This Summary is provided to introduce a selection of concepts in a simplified form that are further described below in the Detailed Description. This Summary is not intended to identify key features or essential features of the claimed subject matter, nor is it intended to be used as an aid in determining the scope of the claimed subject matter.





BRIEF DESCRIPTION OF THE DRAWINGS


FIG. 1 is an exemplary block diagram illustrating a multi-facet filter system for improved conversational item search refinement using multi-facet actions obtained from a single utterance.



FIG. 2 is an exemplary block diagram illustrating a system for a multi-facet filter manager for performing multi-facet filtering.



FIG. 3 is an exemplary block diagram illustrating a multi-facet filter system 300 for multi-facet conversational item searches.



FIG. 4 is an exemplary block diagram illustrating a natural language model for tokenizing an utterance into a plurality of bidirectional tokens.



FIG. 5 is an exemplary flow chart illustrating operation of the computing device to generate multi-facet search results based on an utterance.

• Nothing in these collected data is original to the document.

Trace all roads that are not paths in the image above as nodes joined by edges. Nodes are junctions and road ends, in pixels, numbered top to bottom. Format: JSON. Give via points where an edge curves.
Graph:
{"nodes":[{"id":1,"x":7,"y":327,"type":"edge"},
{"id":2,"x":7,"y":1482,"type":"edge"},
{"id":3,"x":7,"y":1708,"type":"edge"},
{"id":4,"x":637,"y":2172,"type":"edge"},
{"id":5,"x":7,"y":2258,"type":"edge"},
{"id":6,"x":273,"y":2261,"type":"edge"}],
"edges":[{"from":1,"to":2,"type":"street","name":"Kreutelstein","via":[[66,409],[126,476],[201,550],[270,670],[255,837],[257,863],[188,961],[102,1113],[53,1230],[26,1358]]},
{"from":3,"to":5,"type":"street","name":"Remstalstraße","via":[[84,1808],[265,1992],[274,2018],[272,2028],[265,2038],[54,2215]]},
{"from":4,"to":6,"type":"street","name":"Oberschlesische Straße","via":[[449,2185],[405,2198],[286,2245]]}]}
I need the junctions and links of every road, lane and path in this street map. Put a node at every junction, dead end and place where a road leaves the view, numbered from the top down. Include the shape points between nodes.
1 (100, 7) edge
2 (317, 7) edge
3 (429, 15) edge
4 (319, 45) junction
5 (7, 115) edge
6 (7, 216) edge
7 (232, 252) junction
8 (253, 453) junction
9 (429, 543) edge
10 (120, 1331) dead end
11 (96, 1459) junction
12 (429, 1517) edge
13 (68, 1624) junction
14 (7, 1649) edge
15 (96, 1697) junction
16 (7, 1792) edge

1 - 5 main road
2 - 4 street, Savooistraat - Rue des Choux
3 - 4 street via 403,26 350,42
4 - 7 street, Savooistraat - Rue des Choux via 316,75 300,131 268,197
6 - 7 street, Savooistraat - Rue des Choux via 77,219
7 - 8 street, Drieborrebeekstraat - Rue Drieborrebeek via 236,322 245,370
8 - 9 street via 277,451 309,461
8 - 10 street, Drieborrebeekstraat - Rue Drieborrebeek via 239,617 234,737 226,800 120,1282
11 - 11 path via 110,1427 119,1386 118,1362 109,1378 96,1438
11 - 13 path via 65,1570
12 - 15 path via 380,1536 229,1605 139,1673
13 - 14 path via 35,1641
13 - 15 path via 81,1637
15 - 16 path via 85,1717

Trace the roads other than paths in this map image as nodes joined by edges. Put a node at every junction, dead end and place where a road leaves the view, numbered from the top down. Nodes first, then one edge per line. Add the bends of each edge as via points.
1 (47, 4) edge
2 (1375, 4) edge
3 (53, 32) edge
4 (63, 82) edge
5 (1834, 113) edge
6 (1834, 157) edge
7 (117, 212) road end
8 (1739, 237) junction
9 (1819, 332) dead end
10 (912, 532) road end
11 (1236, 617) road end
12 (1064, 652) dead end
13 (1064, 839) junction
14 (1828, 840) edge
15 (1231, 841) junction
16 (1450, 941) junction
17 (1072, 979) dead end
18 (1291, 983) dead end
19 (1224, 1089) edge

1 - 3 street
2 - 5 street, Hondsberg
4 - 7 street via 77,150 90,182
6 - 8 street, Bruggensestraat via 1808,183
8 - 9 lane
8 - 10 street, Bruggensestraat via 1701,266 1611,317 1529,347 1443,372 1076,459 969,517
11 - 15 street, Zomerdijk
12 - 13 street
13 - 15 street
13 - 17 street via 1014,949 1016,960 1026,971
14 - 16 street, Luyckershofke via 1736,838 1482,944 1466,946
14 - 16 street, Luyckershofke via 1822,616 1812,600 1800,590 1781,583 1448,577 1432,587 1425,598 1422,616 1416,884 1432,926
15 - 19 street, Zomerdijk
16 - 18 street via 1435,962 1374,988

FIG. 6 is an exemplary flow chart illustrating operation of the computing device to extract filter-actions for use in filtering items.



FIG. 7 is an exemplary flow chart illustrating operation of the computing device to identify relevant items for a search using facets and facet-actions extracted from an utterance.



FIG. 8 is an exemplary flow chart illustrating operation of the computing device to refine search results based on multi-facet actions identified in an utterance.



FIG. 9 is an exemplary table of entities associated with facets extracted from utterances by a multi-facet filter manager.



FIG. 10 is an exemplary table of filter actions associated with facet-actions.



FIG. 11 is an exemplary screenshot of a conversational search result including highest scoring items in the candidate items.



FIG. 12 is a block diagram illustrating an exemplary system architecture for implementing multi-facet filtering of items responsive to a conversational search query.





Corresponding reference characters indicate corresponding parts throughout the drawings.


DETAILED DESCRIPTION

A more detailed understanding can be obtained from the following description, presented by way of example, in conjunction with the accompanying drawings. The entities, connections, arrangements, and the like that are depicted in, and in connection with the various figures, are presented by way of example and not by way of limitation. As such, any and all statements or other indications as to what a particular figure depicts, what a particular element or entity in a particular figure is or has, and any and all similar statements, that can in isolation and out of context be read as absolute and therefore limiting, can only properly be read as being constructively preceded by a clause such as “In at least some examples, . . . ” For brevity and clarity of presentation, this implied leading clause is not repeated ad nauseum.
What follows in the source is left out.